While I can’t paint rocks to save my life (sorry Caroline, Aidan, Michelle, others who saw that), I know a thing or two about web engagement: much like real life, keep it simple, keep it fun, and keep it visual.
Tell people about what you are doing!
You are already reading this blog (and countless others like my faves at Inhabitat about cool sustainable things you can do, why not join the conversation? If your group is really cool, others want to know, and the platforms with which to do so couldn’t be any easier to use.
3. Once you’ve gotten to here, keep making it better
Pretty soon, your group members will become your best friends and your best friends will become larger supporters of your group. With a little bit of reach, and couple of small projects on your belt, like a bike station project, or suggested improvements to bike lanes, you can start reaching out to the local government level (or University administrators) to plan larger projects.
Maybe you can convince your local area to start a MindMixer project to crowd source ideas for small improvements to mobility around the community like this, probably a topic with a future blog post by myself right here, or a larger community event or 5K to get people moving and use a car less.
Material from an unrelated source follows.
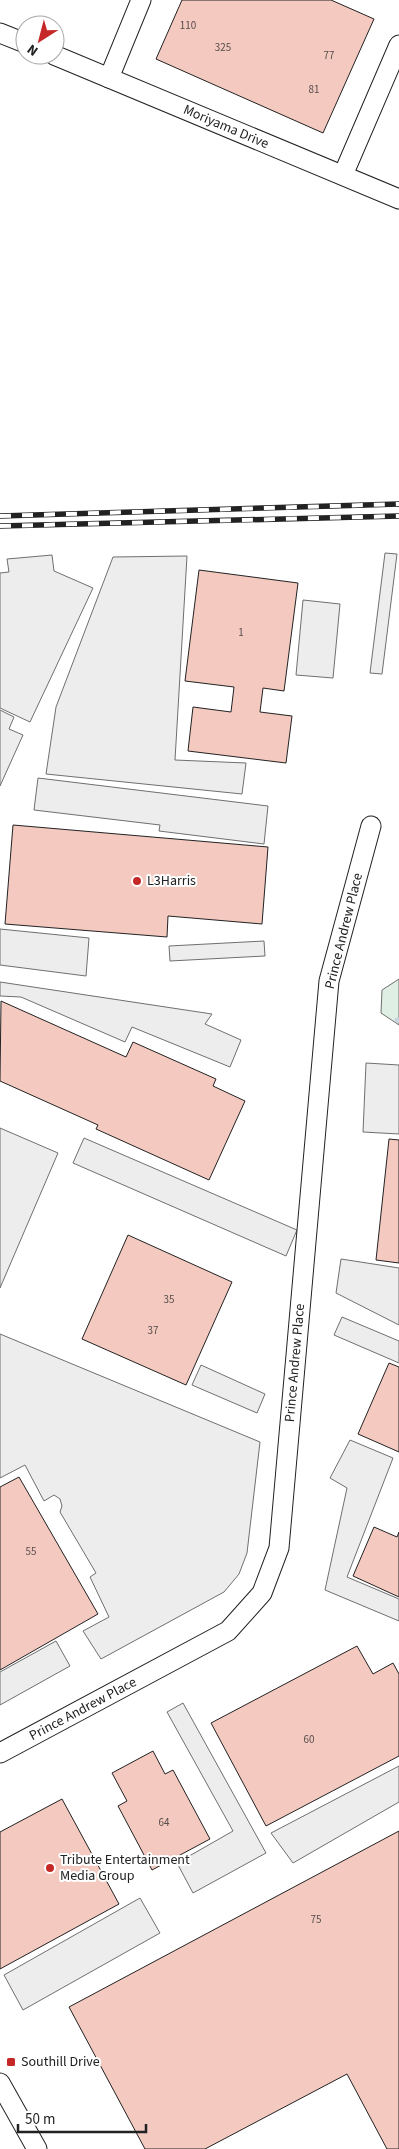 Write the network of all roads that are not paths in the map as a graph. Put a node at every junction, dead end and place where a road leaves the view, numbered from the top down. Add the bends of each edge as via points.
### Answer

Maybe even a ZipCar promotion (or similar car sharing service if applicable to your area like it is here) to share wheels for trips not currently bikeable or easily transited.
You’ve been really great in staying with this post this long
In the end, with a little bit of work, you can begin to take small steps at UVa (or your area) to make it friendlier, healthier, and cleaner. Next time, I’ll be talking about bikes and how to get over hills as your source of cycling-denial (people who love and support cycling can engage in cycling safely for themselves and for others too, I promise!) as well as outcomes from Sustained Mobility!